**Exercise materials**
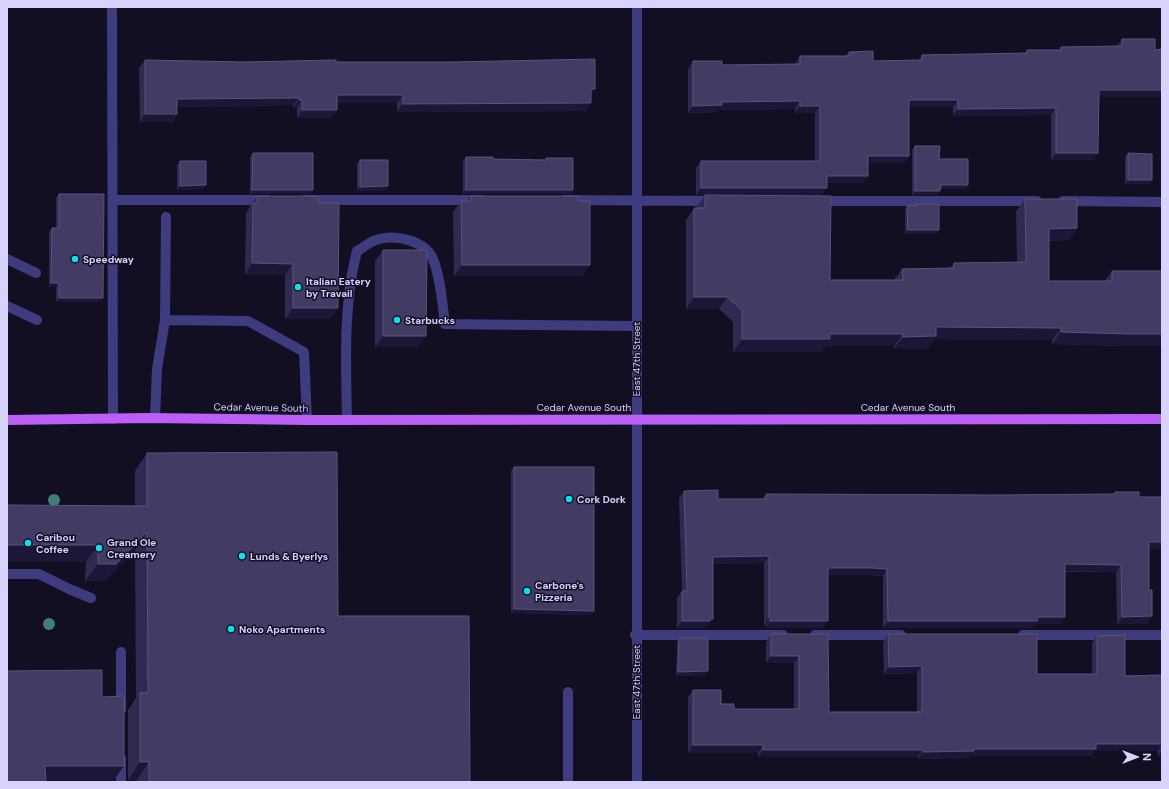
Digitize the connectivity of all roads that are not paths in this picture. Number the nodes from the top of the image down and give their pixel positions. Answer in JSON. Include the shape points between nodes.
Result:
{"nodes":[{"id":1,"x":112,"y":7,"type":"edge"},
{"id":2,"x":637,"y":7,"type":"edge"},
{"id":3,"x":113,"y":200,"type":"junction"},
{"id":4,"x":279,"y":200,"type":"edge"},
{"id":5,"x":295,"y":200,"type":"edge"},
{"id":6,"x":492,"y":200,"type":"edge"},
{"id":7,"x":556,"y":200,"type":"edge"},
{"id":8,"x":636,"y":200,"type":"junction"},
{"id":9,"x":728,"y":201,"type":"edge"},
{"id":10,"x":807,"y":201,"type":"edge"},
{"id":11,"x":1162,"y":202,"type":"edge"},
{"id":12,"x":166,"y":217,"type":"dead end"},
{"id":13,"x":7,"y":260,"type":"edge"},
{"id":14,"x":36,"y":273,"type":"dead end"},
{"id":15,"x":7,"y":306,"type":"edge"},
{"id":16,"x":37,"y":320,"type":"dead end"},
{"id":17,"x":165,"y":320,"type":"junction"},
{"id":18,"x":636,"y":326,"type":"junction"},
{"id":19,"x":155,"y":418,"type":"junction"},
{"id":20,"x":113,"y":419,"type":"junction"},
{"id":21,"x":636,"y":419,"type":"junction"},
{"id":22,"x":1162,"y":419,"type":"edge"},
{"id":23,"x":7,"y":420,"type":"edge"},
{"id":24,"x":307,"y":420,"type":"junction"},
{"id":25,"x":347,"y":420,"type":"junction"},
{"id":26,"x":7,"y":574,"type":"edge"},
{"id":27,"x":91,"y":598,"type":"dead end"},
{"id":28,"x":635,"y":635,"type":"junction"},
{"id":29,"x":914,"y":635,"type":"edge"},
{"id":30,"x":1010,"y":635,"type":"edge"},
{"id":31,"x":1162,"y":635,"type":"edge"},
{"id":32,"x":121,"y":652,"type":"dead end"},
{"id":33,"x":568,"y":692,"type":"dead end"},
{"id":34,"x":121,"y":722,"type":"edge"},
{"id":35,"x":121,"y":746,"type":"edge"},
{"id":36,"x":121,"y":782,"type":"edge"},
{"id":37,"x":568,"y":782,"type":"edge"},
{"id":38,"x":637,"y":782,"type":"edge"}],
"edges":[{"from":1,"to":3,"type":"street"},
{"from":2,"to":8,"type":"street","name":"East 47th Street"},
{"from":3,"to":4,"type":"street"},
{"from":3,"to":20,"type":"street"},
{"from":5,"to":6,"type":"street"},
{"from":7,"to":8,"type":"street"},
{"from":8,"to":9,"type":"street"},
{"from":8,"to":18,"type":"street","name":"East 47th Street"},
{"from":10,"to":11,"type":"street"},
{"from":12,"to":17,"type":"street"},
{"from":13,"to":14,"type":"street"},
{"from":15,"to":16,"type":"street"},
{"from":17,"to":19,"type":"street","via":[[157,369]]},
{"from":17,"to":24,"type":"street","via":[[248,321],[304,352]]},
{"from":18,"to":21,"type":"street","name":"East 47th Street"},
{"from":18,"to":25,"type":"street","via":[[445,324],[437,272],[432,258],[423,247],[406,239],[391,237],[375,240],[357,251],[351,275],[346,370]]},
{"from":19,"to":20,"type":"main road","name":"Cedar Avenue South"},
{"from":19,"to":24,"type":"main road","name":"Cedar Avenue South"},
{"from":20,"to":23,"type":"main road","name":"Cedar Avenue South"},
{"from":21,"to":22,"type":"main road","name":"Cedar Avenue South"},
{"from":21,"to":25,"type":"main road","name":"Cedar Avenue South"},
{"from":21,"to":28,"type":"street","name":"East 47th Street"},
{"from":24,"to":25,"type":"main road","name":"Cedar Avenue South"},
{"from":26,"to":27,"type":"street","via":[[39,574]]},
{"from":28,"to":29,"type":"street"},
{"from":28,"to":38,"type":"street","name":"East 47th Street"},
{"from":30,"to":31,"type":"street"},
{"from":32,"to":34,"type":"street"},
{"from":33,"to":37,"type":"street"},
{"from":35,"to":36,"type":"street"}]}
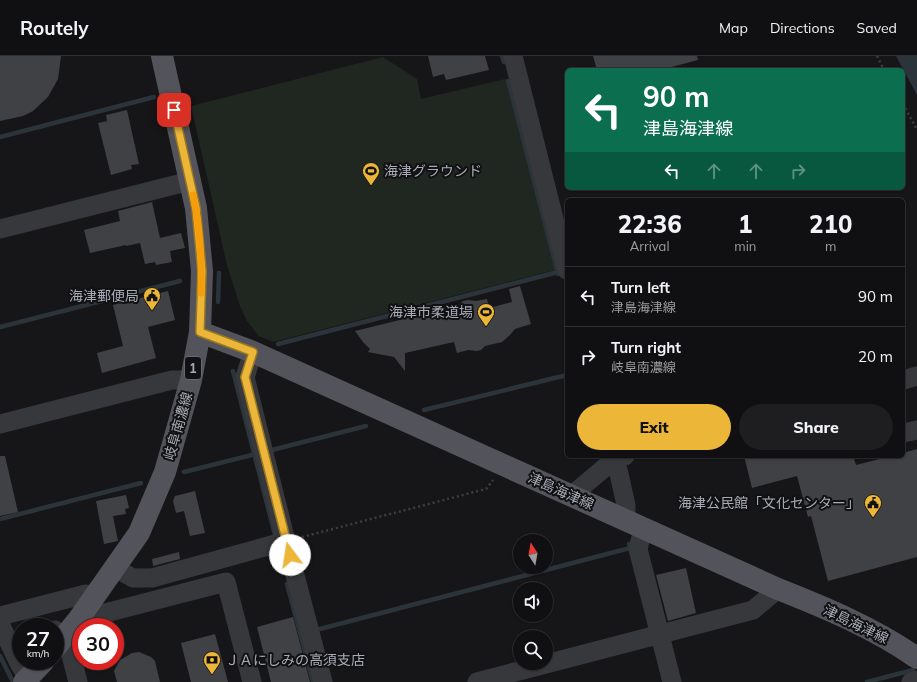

**Task statement**
Reprint all the data above verbatim, excluding pictures.

**Written answer**
Digitize the connectivity of all roads that are not paths in this picture. Number the nodes from the top of the image down and give their pixel positions. Answer in JSON. Include the shape points between nodes.
Result:
{"nodes":[{"id":1,"x":112,"y":7,"type":"edge"},
{"id":2,"x":637,"y":7,"type":"edge"},
{"id":3,"x":113,"y":200,"type":"junction"},
{"id":4,"x":279,"y":200,"type":"edge"},
{"id":5,"x":295,"y":200,"type":"edge"},
{"id":6,"x":492,"y":200,"type":"edge"},
{"id":7,"x":556,"y":200,"type":"edge"},
{"id":8,"x":636,"y":200,"type":"junction"},
{"id":9,"x":728,"y":201,"type":"edge"},
{"id":10,"x":807,"y":201,"type":"edge"},
{"id":11,"x":1162,"y":202,"type":"edge"},
{"id":12,"x":166,"y":217,"type":"dead end"},
{"id":13,"x":7,"y":260,"type":"edge"},
{"id":14,"x":36,"y":273,"type":"dead end"},
{"id":15,"x":7,"y":306,"type":"edge"},
{"id":16,"x":37,"y":320,"type":"dead end"},
{"id":17,"x":165,"y":320,"type":"junction"},
{"id":18,"x":636,"y":326,"type":"junction"},
{"id":19,"x":155,"y":418,"type":"junction"},
{"id":20,"x":113,"y":419,"type":"junction"},
{"id":21,"x":636,"y":419,"type":"junction"},
{"id":22,"x":1162,"y":419,"type":"edge"},
{"id":23,"x":7,"y":420,"type":"edge"},
{"id":24,"x":307,"y":420,"type":"junction"},
{"id":25,"x":347,"y":420,"type":"junction"},
{"id":26,"x":7,"y":574,"type":"edge"},
{"id":27,"x":91,"y":598,"type":"dead end"},
{"id":28,"x":635,"y":635,"type":"junction"},
{"id":29,"x":914,"y":635,"type":"edge"},
{"id":30,"x":1010,"y":635,"type":"edge"},
{"id":31,"x":1162,"y":635,"type":"edge"},
{"id":32,"x":121,"y":652,"type":"dead end"},
{"id":33,"x":568,"y":692,"type":"dead end"},
{"id":34,"x":121,"y":722,"type":"edge"},
{"id":35,"x":121,"y":746,"type":"edge"},
{"id":36,"x":121,"y":782,"type":"edge"},
{"id":37,"x":568,"y":782,"type":"edge"},
{"id":38,"x":637,"y":782,"type":"edge"}],
"edges":[{"from":1,"to":3,"type":"street"},
{"from":2,"to":8,"type":"street","name":"East 47th Street"},
{"from":3,"to":4,"type":"street"},
{"from":3,"to":20,"type":"street"},
{"from":5,"to":6,"type":"street"},
{"from":7,"to":8,"type":"street"},
{"from":8,"to":9,"type":"street"},
{"from":8,"to":18,"type":"street","name":"East 47th Street"},
{"from":10,"to":11,"type":"street"},
{"from":12,"to":17,"type":"street"},
{"from":13,"to":14,"type":"street"},
{"from":15,"to":16,"type":"street"},
{"from":17,"to":19,"type":"street","via":[[157,369]]},
{"from":17,"to":24,"type":"street","via":[[248,321],[304,352]]},
{"from":18,"to":21,"type":"street","name":"East 47th Street"},
{"from":18,"to":25,"type":"street","via":[[445,324],[437,272],[432,258],[423,247],[406,239],[391,237],[375,240],[357,251],[351,275],[346,370]]},
{"from":19,"to":20,"type":"main road","name":"Cedar Avenue South"},
{"from":19,"to":24,"type":"main road","name":"Cedar Avenue South"},
{"from":20,"to":23,"type":"main road","name":"Cedar Avenue South"},
{"from":21,"to":22,"type":"main road","name":"Cedar Avenue South"},
{"from":21,"to":25,"type":"main road","name":"Cedar Avenue South"},
{"from":21,"to":28,"type":"street","name":"East 47th Street"},
{"from":24,"to":25,"type":"main road","name":"Cedar Avenue South"},
{"from":26,"to":27,"type":"street","via":[[39,574]]},
{"from":28,"to":29,"type":"street"},
{"from":28,"to":38,"type":"street","name":"East 47th Street"},
{"from":30,"to":31,"type":"street"},
{"from":32,"to":34,"type":"street"},
{"from":33,"to":37,"type":"street"},
{"from":35,"to":36,"type":"street"}]}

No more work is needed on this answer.